China’s second largest e-commerce platform JD.com released its main strategy for baby products on Thursday, one day before China’s new tax regulations for cross-border e-commerce came into effect.
Its strategy covers quality, community and individualized services. First, JD.com will use both its quality control system and third-party quality inspection system to ensure product quality. Also, JD aims to build a community by setting up Mamabang, a platform to help mothers make purchases. In this online community, users can watch videos for advice, read e-magazines on child-rearing and communicate with other experienced users to get help. Users will be able to access the community through JD.com and related apps.
For individualized services, JD’s strategy is to sell various kinds of scrapbooks for kids on their website to help mothers record the growth of their children.

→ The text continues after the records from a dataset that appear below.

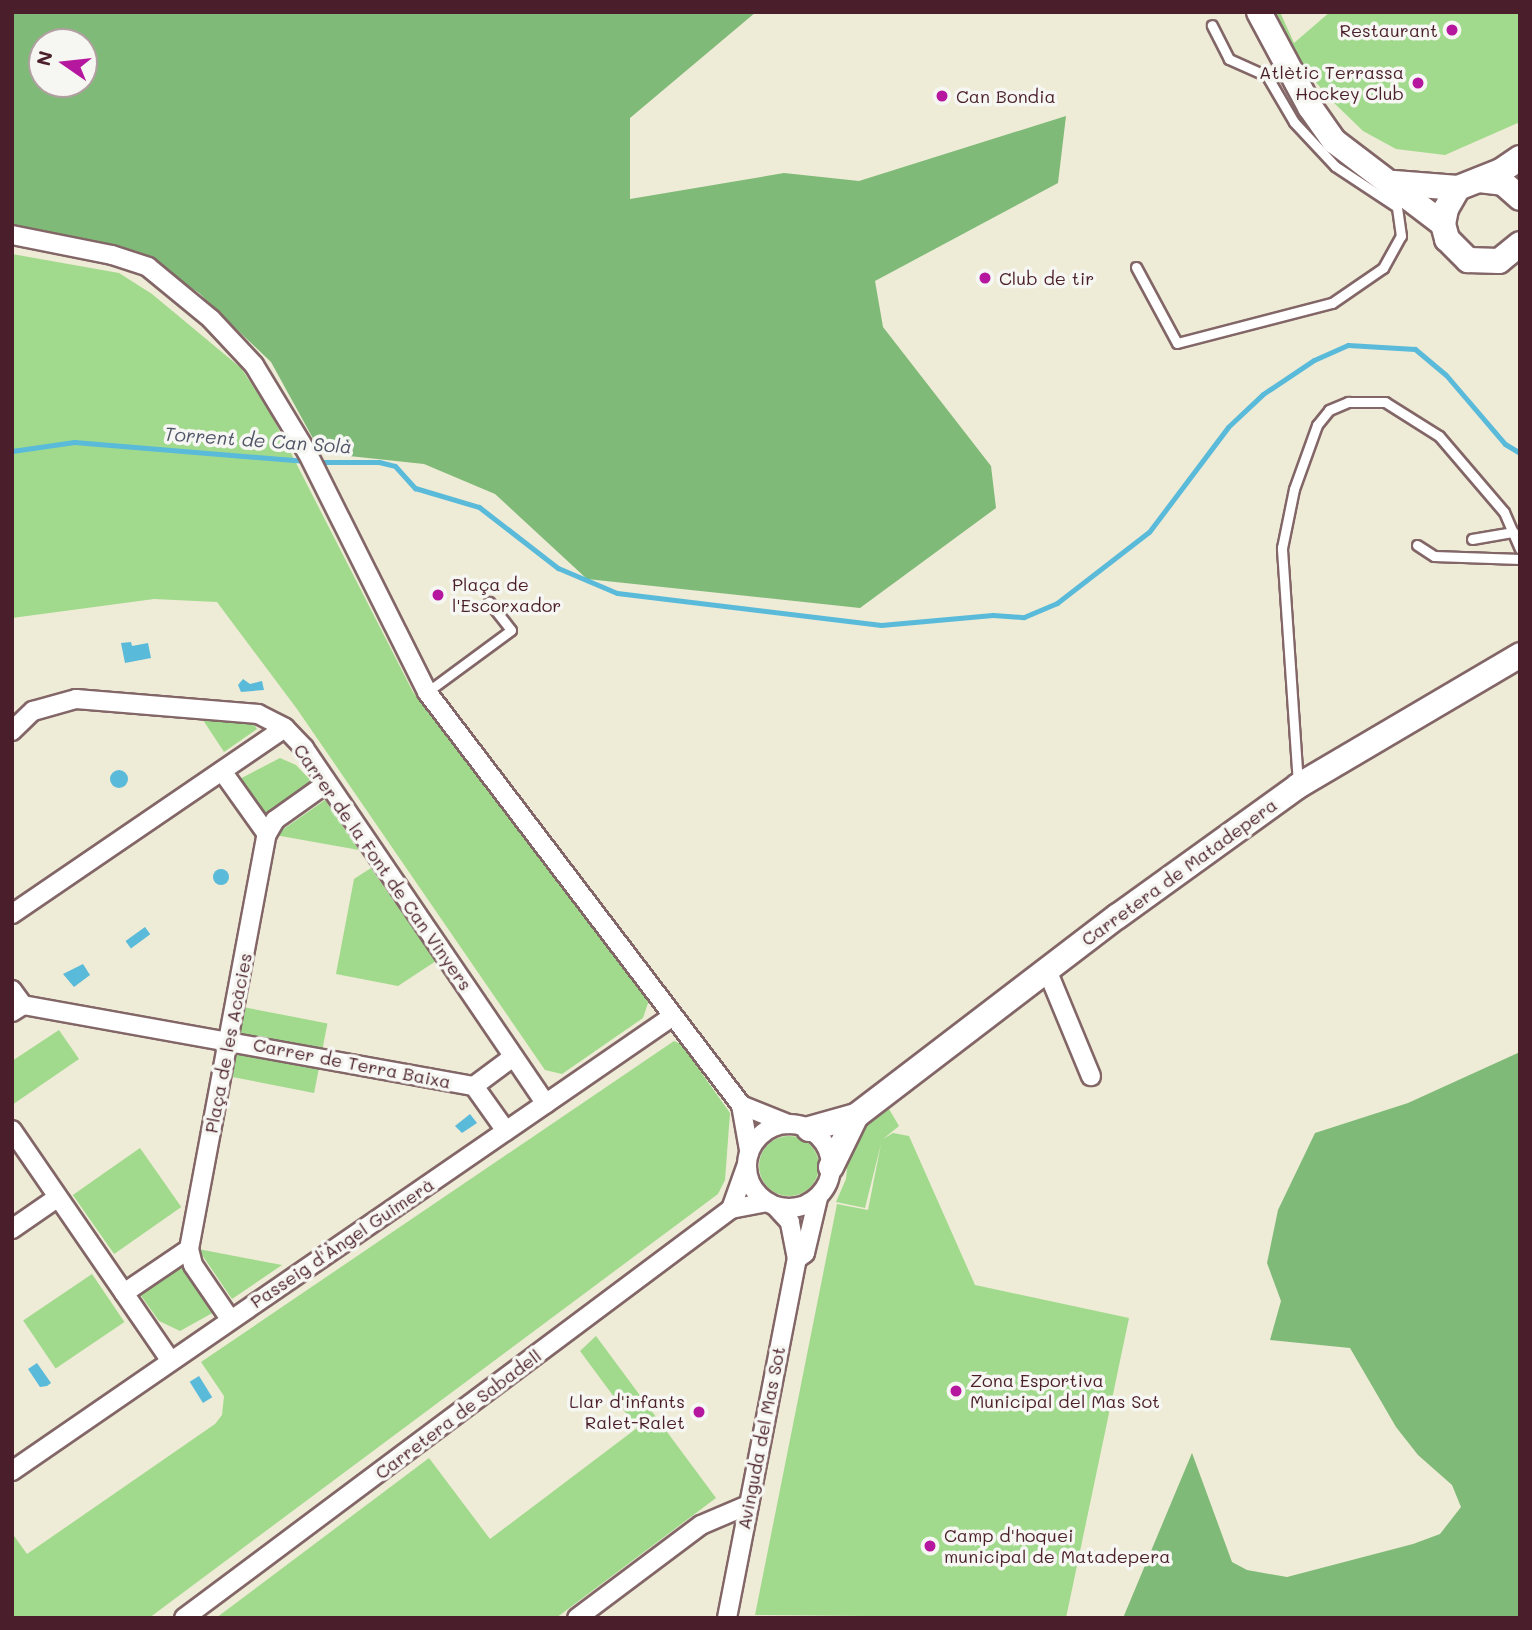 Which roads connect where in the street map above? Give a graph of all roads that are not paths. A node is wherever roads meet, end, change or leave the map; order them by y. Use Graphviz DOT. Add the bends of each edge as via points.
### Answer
graph roads {
  1 [pos="1259,12"];
  2 [pos="1212,25"];
  3 [pos="1520,158"];
  4 [pos="1394,183"];
  5 [pos="1469,184"];
  6 [pos="1520,198"];
  7 [pos="1444,224"];
  8 [pos="12,235"];
  9 [pos="1514,253"];
  10 [pos="1136,267"];
  11 [pos="1513,533"];
  12 [pos="1472,539"];
  13 [pos="1417,545"];
  14 [pos="1520,549"];
  15 [pos="1520,559"];
  16 [pos="489,602"];
  17 [pos="1520,655"];
  18 [pos="427,692"];
  19 [pos="285,728"];
  20 [pos="12,731"];
  21 [pos="222,771"];
  22 [pos="327,783"];
  23 [pos="1298,786"];
  24 [pos="267,834"];
  25 [pos="12,914"];
  26 [pos="1047,970"];
  27 [pos="16,1003"];
  28 [pos="673,1016"];
  29 [pos="228,1040"];
  30 [pos="513,1057"];
  31 [pos="1091,1076"];
  32 [pos="474,1086"];
  33 [pos="546,1104"];
  34 [pos="741,1105"];
  35 [pos="856,1116"];
  36 [pos="798,1126"];
  37 [pos="12,1130"];
  38 [pos="506,1131"];
  39 [pos="748,1158"];
  40 [pos="831,1167"];
  41 [pos="57,1198"];
  42 [pos="818,1198"];
  43 [pos="770,1204"];
  44 [pos="731,1209"];
  45 [pos="12,1229"];
  46 [pos="189,1249"];
  47 [pos="797,1259"];
  48 [pos="124,1293"];
  49 [pos="230,1319"];
  50 [pos="171,1361"];
  51 [pos="12,1471"];
  52 [pos="748,1505"];
  53 [pos="184,1618"];
  54 [pos="577,1618"];
  55 [pos="727,1618"];
  1 -- 4 [label="street" via="1310,107 1334,141"];
  2 -- 10 [label="lane" via="1229,59 1267,76 1294,122 1335,166 1397,207 1401,236 1383,268 1332,303 1177,343"];
  3 -- 5 [label="street"];
  4 -- 5 [label="street"];
  4 -- 7 [label="street"];
  5 -- 6 [label="street" via="1503,183"];
  5 -- 7 [label="street" via="1446,209"];
  7 -- 9 [label="street" via="1451,245 1468,260 1483,263"];
  8 -- 18 [label="street" via="148,267 173,285 254,365 308,454"];
  11 -- 12 [label="lane"];
  11 -- 14 [label="lane"];
  11 -- 23 [label="lane" via="1504,512 1439,436 1384,402 1348,402 1329,410 1317,425 1294,489 1282,548"];
  13 -- 15 [label="lane" via="1434,556"];
  16 -- 18 [label="lane" via="511,630"];
  17 -- 23 [label="street, Carretera de Matadepera"];
  18 -- 28 [label="street"];
  19 -- 20 [label="street, Carrer de la Font de Can Vinyers" via="258,713 76,699 33,711"];
  19 -- 21 [label="street"];
  19 -- 22 [label="street, Carrer de la Font de Can Vinyers"];
  21 -- 24 [label="street"];
  21 -- 25 [label="street"];
  22 -- 24 [label="street" via="275,820"];
  22 -- 30 [label="street, Carrer de la Font de Can Vinyers"];
  23 -- 26 [label="street, Carretera de Matadepera"];
  24 -- 29 [label="street, Plaça de les Acàcies"];
  26 -- 31 [label="street"];
  26 -- 35 [label="street, Carretera de Matadepera"];
  27 -- 29 [label="street, Carrer de Terra Baixa"];
  28 -- 33 [label="street, Passeig d'Àngel Guimerà"];
  28 -- 34 [label="street"];
  29 -- 32 [label="street, Carrer de Terra Baixa"];
  29 -- 46 [label="street, Plaça de les Acàcies"];
  30 -- 32 [label="street, Carrer de Terra Baixa"];
  30 -- 33 [label="street, Carrer de la Font de Can Vinyers"];
  32 -- 38 [label="street, Carrer de Terra Baixa"];
  33 -- 38 [label="street, Passeig d'Àngel Guimerà"];
  34 -- 36 [label="street"];
  34 -- 39 [label="street"];
  35 -- 36 [label="street"];
  35 -- 40 [label="street"];
  36 -- 39 [label="street" via="769,1129"];
  36 -- 40 [label="street" via="825,1144"];
  37 -- 41 [label="street"];
  38 -- 49 [label="street, Passeig d'Àngel Guimerà"];
  39 -- 43 [label="street" via="751,1187"];
  39 -- 44 [label="street"];
  40 -- 42 [label="street"];
  41 -- 45 [label="street"];
  41 -- 48 [label="street"];
  42 -- 43 [label="street" via="797,1208"];
  42 -- 47 [label="street, Avinguda del Mas Sot" via="805,1253"];
  43 -- 44 [label="street, Carretera de Sabadell"];
  43 -- 47 [label="street, Avinguda del Mas Sot" via="790,1222"];
  44 -- 53 [label="street, Carretera de Sabadell"];
  46 -- 48 [label="street"];
  46 -- 49 [label="street" via="193,1265"];
  47 -- 52 [label="street, Avinguda del Mas Sot"];
  48 -- 50 [label="street"];
  49 -- 50 [label="street, Passeig d'Àngel Guimerà"];
  50 -- 51 [label="street, Passeig d'Àngel Guimerà"];
  52 -- 54 [label="street" via="701,1525"];
  52 -- 55 [label="street, Avinguda del Mas Sot"];
}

According to Chinese research company iResearch, JD.com ranks first in baby product sales in 2015, surpassing Alibaba’s Tmall. JD.com sold 40.3% of the milk powder sold from January to October, while Tmall sold 27.7%.
China’s new tax regulations for cross-border e-commerce will eliminate the previous tax exemption for goods under RMB 50 and limit tariff-free single purchases to RMB 2,000, which will drive up the price of several categories of products including baby products and cosmetics.
Under the new tax regulations, the tax on imported baby products will increase 11.9%, which could pose a challenge for cross-border e-commerce. But “in the long term, it’s beneficial for law-abiding e-commerce platforms. JD.com has confidence it can expand its business in this field,” said Feng Yi, the vice president of JD.com, at a press conference on Thursday.